§ **Assignment**:
A verbatim transcription of every record below is required.

· · · · · · ·

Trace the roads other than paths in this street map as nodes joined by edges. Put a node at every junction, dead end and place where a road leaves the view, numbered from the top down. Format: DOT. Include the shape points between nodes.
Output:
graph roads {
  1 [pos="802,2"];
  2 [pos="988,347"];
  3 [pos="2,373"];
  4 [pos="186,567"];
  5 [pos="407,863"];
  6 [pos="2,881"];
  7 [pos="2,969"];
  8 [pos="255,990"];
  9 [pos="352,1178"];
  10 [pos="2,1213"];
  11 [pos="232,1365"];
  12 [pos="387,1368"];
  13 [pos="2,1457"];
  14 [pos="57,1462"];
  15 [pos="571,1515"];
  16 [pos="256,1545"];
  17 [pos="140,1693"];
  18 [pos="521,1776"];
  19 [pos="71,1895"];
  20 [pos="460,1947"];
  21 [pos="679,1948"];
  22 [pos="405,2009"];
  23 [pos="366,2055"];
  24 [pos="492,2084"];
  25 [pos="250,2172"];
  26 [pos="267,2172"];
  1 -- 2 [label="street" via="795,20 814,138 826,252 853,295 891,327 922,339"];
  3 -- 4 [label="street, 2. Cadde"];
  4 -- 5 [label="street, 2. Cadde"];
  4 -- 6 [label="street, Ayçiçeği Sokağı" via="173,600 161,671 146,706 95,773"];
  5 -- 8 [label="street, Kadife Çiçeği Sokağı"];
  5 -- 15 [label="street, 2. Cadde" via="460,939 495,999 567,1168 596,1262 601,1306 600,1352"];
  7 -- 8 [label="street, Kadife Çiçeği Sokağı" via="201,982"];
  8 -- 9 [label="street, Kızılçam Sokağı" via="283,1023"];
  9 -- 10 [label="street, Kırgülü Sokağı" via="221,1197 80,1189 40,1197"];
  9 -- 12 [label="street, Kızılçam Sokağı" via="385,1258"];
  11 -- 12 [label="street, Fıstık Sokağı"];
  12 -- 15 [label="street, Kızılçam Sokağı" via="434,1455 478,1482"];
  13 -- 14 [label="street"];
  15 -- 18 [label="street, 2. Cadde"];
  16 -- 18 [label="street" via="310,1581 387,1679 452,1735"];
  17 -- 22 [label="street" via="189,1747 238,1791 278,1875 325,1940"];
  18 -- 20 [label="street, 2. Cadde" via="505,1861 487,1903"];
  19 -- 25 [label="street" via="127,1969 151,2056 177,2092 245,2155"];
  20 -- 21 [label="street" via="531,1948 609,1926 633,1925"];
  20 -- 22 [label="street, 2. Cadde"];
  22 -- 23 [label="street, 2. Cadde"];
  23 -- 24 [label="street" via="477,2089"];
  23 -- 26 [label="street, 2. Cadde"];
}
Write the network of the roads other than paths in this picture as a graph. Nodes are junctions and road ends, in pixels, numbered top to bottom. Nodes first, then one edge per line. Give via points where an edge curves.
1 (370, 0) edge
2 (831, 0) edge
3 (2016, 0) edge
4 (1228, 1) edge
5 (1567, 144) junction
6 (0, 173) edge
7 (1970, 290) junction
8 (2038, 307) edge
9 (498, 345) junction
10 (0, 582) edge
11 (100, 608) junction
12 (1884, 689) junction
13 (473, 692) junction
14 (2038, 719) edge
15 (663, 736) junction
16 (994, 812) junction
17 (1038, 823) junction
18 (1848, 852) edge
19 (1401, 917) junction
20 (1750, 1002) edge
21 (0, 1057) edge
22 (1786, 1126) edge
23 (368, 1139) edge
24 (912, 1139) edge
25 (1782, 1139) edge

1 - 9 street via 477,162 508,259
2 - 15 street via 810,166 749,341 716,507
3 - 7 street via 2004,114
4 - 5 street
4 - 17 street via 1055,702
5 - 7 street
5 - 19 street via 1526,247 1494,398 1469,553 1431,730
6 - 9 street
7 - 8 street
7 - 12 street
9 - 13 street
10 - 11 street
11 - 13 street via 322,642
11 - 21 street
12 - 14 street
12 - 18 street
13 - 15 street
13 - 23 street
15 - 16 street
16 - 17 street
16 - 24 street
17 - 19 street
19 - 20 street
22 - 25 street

· · · · · · ·

§ **Task answer**:
Trace the roads other than paths in this street map as nodes joined by edges. Put a node at every junction, dead end and place where a road leaves the view, numbered from the top down. Format: DOT. Include the shape points between nodes.
Output:
graph roads {
  1 [pos="802,2"];
  2 [pos="988,347"];
  3 [pos="2,373"];
  4 [pos="186,567"];
  5 [pos="407,863"];
  6 [pos="2,881"];
  7 [pos="2,969"];
  8 [pos="255,990"];
  9 [pos="352,1178"];
  10 [pos="2,1213"];
  11 [pos="232,1365"];
  12 [pos="387,1368"];
  13 [pos="2,1457"];
  14 [pos="57,1462"];
  15 [pos="571,1515"];
  16 [pos="256,1545"];
  17 [pos="140,1693"];
  18 [pos="521,1776"];
  19 [pos="71,1895"];
  20 [pos="460,1947"];
  21 [pos="679,1948"];
  22 [pos="405,2009"];
  23 [pos="366,2055"];
  24 [pos="492,2084"];
  25 [pos="250,2172"];
  26 [pos="267,2172"];
  1 -- 2 [label="street" via="795,20 814,138 826,252 853,295 891,327 922,339"];
  3 -- 4 [label="street, 2. Cadde"];
  4 -- 5 [label="street, 2. Cadde"];
  4 -- 6 [label="street, Ayçiçeği Sokağı" via="173,600 161,671 146,706 95,773"];
  5 -- 8 [label="street, Kadife Çiçeği Sokağı"];
  5 -- 15 [label="street, 2. Cadde" via="460,939 495,999 567,1168 596,1262 601,1306 600,1352"];
  7 -- 8 [label="street, Kadife Çiçeği Sokağı" via="201,982"];
  8 -- 9 [label="street, Kızılçam Sokağı" via="283,1023"];
  9 -- 10 [label="street, Kırgülü Sokağı" via="221,1197 80,1189 40,1197"];
  9 -- 12 [label="street, Kızılçam Sokağı" via="385,1258"];
  11 -- 12 [label="street, Fıstık Sokağı"];
  12 -- 15 [label="street, Kızılçam Sokağı" via="434,1455 478,1482"];
  13 -- 14 [label="street"];
  15 -- 18 [label="street, 2. Cadde"];
  16 -- 18 [label="street" via="310,1581 387,1679 452,1735"];
  17 -- 22 [label="street" via="189,1747 238,1791 278,1875 325,1940"];
  18 -- 20 [label="street, 2. Cadde" via="505,1861 487,1903"];
  19 -- 25 [label="street" via="127,1969 151,2056 177,2092 245,2155"];
  20 -- 21 [label="street" via="531,1948 609,1926 633,1925"];
  20 -- 22 [label="street, 2. Cadde"];
  22 -- 23 [label="street, 2. Cadde"];
  23 -- 24 [label="street" via="477,2089"];
  23 -- 26 [label="street, 2. Cadde"];
}
Write the network of the roads other than paths in this picture as a graph. Nodes are junctions and road ends, in pixels, numbered top to bottom. Nodes first, then one edge per line. Give via points where an edge curves.
1 (370, 0) edge
2 (831, 0) edge
3 (2016, 0) edge
4 (1228, 1) edge
5 (1567, 144) junction
6 (0, 173) edge
7 (1970, 290) junction
8 (2038, 307) edge
9 (498, 345) junction
10 (0, 582) edge
11 (100, 608) junction
12 (1884, 689) junction
13 (473, 692) junction
14 (2038, 719) edge
15 (663, 736) junction
16 (994, 812) junction
17 (1038, 823) junction
18 (1848, 852) edge
19 (1401, 917) junction
20 (1750, 1002) edge
21 (0, 1057) edge
22 (1786, 1126) edge
23 (368, 1139) edge
24 (912, 1139) edge
25 (1782, 1139) edge

1 - 9 street via 477,162 508,259
2 - 15 street via 810,166 749,341 716,507
3 - 7 street via 2004,114
4 - 5 street
4 - 17 street via 1055,702
5 - 7 street
5 - 19 street via 1526,247 1494,398 1469,553 1431,730
6 - 9 street
7 - 8 street
7 - 12 street
9 - 13 street
10 - 11 street
11 - 13 street via 322,642
11 - 21 street
12 - 14 street
12 - 18 street
13 - 15 street
13 - 23 street
15 - 16 street
16 - 17 street
16 - 24 street
17 - 19 street
19 - 20 street
22 - 25 street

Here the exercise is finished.